保健福祉部長官が4年ぶりに大韓医師協会と大韓病院協会の「医療界新年賀礼会」を訪れた。医学部定員拡大をめぐる医師人力需給推計委員会の推計を置いて政府と医療界が対立している状況で出た融和的な動きである。しかし医療界の反応は冷ややかだった。会場には協力よりも警告と苦言が大きく響いた。
キム・テグ大韓医師協会長は8日、ソウル龍山区の医協会館で開かれた新年賀礼会で政府の医師需給推計を正面から批判した。キム会長は「医師人力は2年にわたり推計し、その結果を6年にわたり発表する国もある」と述べ、「5カ月という短い期間に拙速に結論を出したのは懸念される」と語った。
キム会長は続けて「医療分野は不確実性が大きい領域であるだけに、推計委の議論が合理的に行われるよう医療界が声を上げざるを得ない」とし、「現在の推計モデルのままなら2040年の健康保険財政は約240兆ウォン、2060年には700兆ウォンに達する見通しだ」と述べた。さらに「2年前の医学部増員をめぐる葛藤が繰り返されないことを切に望む」と付け加えた。
医学教育の環境に対する問題提起も出た。キム会長は「24・25学番が同時に授業を受ける『ダブリング』の状況だが、政府が約束した教育支援は事実上皆無だ」とし、「医学教育が十分に行われていない以上、『医学教育協議体』を通じて教育体制を点検すべき時点だ」と強調した。
キム・ギョウン医協代議員会議長は一段と強硬な発言を浴びせた。キム議長は2026年度の研修医募集過程で地方の大学病院が大規模な未充足事態を経験した点に言及し、「問題は医師数ではなく、必須医療を専攻する医師がいないことだ」と述べた。
特に小児青少年科を例に挙げ、「21病院が57人を募集したが志願者は13人にとどまった」とし、「当面、科そのものが消える危機なのに、10年・15年先を見据えて医師需給を論じる政府の政策が現場とかけ離れていることを示す」と指摘した。

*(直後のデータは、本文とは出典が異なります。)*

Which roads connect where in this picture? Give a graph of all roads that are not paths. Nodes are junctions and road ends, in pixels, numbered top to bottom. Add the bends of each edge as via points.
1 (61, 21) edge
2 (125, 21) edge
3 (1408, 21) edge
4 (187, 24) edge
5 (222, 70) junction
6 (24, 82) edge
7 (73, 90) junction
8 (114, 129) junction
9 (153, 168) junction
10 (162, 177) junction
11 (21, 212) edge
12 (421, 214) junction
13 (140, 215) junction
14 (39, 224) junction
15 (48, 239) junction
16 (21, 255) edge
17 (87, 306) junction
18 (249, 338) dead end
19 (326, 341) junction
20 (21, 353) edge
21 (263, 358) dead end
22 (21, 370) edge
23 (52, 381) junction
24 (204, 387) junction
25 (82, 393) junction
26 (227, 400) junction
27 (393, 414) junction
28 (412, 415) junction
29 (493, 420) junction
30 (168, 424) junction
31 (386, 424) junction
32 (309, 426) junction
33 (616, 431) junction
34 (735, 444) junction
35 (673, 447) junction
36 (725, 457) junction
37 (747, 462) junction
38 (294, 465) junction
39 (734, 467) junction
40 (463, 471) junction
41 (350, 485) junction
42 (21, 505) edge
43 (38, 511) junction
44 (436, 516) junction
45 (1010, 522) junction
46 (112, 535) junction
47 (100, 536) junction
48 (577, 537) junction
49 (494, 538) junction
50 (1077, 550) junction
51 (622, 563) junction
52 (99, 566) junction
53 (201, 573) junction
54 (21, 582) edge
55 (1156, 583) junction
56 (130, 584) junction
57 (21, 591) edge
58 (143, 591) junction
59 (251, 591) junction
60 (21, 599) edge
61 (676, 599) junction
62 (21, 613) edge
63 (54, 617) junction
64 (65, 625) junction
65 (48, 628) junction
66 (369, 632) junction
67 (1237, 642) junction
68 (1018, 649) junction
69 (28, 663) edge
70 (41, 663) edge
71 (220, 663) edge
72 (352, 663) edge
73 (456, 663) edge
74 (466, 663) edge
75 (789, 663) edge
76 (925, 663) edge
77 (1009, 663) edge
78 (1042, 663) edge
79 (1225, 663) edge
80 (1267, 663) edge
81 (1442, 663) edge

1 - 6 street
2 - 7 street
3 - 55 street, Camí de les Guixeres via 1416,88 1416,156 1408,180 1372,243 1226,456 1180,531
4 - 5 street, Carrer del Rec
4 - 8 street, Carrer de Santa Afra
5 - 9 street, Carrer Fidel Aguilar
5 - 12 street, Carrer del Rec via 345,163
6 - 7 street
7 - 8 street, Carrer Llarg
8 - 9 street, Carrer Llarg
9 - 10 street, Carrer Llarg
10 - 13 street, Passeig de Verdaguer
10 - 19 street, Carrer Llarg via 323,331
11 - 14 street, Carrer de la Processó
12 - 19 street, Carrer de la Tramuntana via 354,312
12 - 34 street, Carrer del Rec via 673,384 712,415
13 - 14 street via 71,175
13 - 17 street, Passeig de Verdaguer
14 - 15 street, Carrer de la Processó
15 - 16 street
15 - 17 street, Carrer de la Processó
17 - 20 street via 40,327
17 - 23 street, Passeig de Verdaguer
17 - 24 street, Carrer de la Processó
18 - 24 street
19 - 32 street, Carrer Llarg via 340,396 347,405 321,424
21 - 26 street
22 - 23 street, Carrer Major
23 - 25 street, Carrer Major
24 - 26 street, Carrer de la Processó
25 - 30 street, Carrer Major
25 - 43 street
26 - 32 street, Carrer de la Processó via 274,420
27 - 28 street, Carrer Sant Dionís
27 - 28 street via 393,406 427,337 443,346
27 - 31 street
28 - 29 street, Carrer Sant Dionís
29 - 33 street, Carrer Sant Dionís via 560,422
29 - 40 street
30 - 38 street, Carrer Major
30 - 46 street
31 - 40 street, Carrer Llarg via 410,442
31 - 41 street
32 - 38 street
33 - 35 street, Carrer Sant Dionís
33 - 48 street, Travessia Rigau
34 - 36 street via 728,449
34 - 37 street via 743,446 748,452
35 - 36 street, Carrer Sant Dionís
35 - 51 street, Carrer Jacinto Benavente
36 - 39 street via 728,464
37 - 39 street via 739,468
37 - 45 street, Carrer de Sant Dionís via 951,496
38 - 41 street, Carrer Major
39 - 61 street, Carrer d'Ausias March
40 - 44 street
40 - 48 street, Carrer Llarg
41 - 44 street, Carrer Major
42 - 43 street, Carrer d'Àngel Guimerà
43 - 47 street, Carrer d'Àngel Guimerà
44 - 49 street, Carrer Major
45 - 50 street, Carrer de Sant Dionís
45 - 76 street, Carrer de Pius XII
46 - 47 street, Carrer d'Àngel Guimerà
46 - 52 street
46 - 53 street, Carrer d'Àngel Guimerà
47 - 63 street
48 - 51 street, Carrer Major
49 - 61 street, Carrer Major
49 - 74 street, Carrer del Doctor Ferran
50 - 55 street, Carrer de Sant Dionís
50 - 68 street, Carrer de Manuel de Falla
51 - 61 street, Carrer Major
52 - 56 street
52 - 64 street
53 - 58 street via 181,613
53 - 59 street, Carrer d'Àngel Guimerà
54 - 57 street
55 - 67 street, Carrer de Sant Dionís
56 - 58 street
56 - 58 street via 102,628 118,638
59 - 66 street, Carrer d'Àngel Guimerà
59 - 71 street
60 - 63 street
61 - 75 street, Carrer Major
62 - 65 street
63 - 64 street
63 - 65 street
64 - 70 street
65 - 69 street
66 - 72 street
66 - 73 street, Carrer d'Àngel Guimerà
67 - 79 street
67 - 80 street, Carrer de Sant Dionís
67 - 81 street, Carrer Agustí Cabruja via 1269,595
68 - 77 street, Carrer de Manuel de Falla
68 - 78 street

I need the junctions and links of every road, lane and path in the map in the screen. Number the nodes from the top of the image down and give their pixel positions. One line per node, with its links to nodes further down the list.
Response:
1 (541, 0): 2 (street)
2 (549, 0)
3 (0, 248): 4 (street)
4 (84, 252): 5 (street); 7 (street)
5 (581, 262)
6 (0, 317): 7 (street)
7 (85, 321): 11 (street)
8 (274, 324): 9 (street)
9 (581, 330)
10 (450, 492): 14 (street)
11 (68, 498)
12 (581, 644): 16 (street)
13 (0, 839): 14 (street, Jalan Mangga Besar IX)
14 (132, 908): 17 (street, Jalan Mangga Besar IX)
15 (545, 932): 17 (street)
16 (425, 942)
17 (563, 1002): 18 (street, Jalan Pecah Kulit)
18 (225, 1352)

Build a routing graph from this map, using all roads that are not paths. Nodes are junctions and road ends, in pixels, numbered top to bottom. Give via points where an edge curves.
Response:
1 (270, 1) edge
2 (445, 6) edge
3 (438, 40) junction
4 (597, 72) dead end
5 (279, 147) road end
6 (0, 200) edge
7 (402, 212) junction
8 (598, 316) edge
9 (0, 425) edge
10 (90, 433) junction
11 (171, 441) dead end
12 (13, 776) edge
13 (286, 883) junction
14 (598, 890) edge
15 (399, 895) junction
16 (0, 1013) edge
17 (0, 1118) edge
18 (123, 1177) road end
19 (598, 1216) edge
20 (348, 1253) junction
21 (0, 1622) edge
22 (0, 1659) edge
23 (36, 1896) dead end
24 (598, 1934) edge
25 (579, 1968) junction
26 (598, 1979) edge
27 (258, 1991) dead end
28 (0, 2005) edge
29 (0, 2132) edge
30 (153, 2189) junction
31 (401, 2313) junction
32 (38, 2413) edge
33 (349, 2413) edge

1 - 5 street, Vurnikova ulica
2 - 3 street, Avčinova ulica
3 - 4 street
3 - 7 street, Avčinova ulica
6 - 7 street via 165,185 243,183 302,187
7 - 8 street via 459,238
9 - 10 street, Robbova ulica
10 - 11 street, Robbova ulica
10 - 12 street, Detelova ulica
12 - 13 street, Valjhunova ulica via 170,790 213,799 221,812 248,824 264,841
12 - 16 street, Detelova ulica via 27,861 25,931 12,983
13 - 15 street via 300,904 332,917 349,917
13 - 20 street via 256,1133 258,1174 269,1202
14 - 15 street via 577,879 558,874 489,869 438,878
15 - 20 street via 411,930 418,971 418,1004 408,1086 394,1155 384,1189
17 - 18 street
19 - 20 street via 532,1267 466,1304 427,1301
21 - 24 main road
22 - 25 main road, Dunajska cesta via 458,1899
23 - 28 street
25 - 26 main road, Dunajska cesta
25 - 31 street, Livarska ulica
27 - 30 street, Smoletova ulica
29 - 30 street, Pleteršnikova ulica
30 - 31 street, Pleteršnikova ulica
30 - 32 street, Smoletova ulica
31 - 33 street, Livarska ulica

キム議長は「変化がなければ代議員会は特段の措置を取らざるを得ない」とし、医協執行部に対しても強硬対応を求めた。
これに対し鄭銀敬(チョン・ウンギョン)保健福祉部長官は「同舟共済」を持ち出し協力を強調した。鄭長官は「昨年、政府と医療界は深い葛藤の時間を過ごし、その過程で残った傷も軽くない」とし、「同じ船に乗った以上、ともに川を渡らなければならない」と述べた。
鄭長官はまた「必須医療の強化と地域医療の問題については政府と医療界が認識を共有している」とし、「今が医療改革を始める最後の時期になり得るという切迫感も共有している」と述べた。ただし「時間は多くない以上、最善の方向が分かっていても、当面実行可能な次善策で変化を作っていかなければならない」と付け加えた。
福祉部長官が医療界新年賀礼会に出席したのは2022年の権徳喆長官以来4年ぶりである。その間、福祉部は長官の代わりに第2次官を派遣するか、行事に不参加としてきた。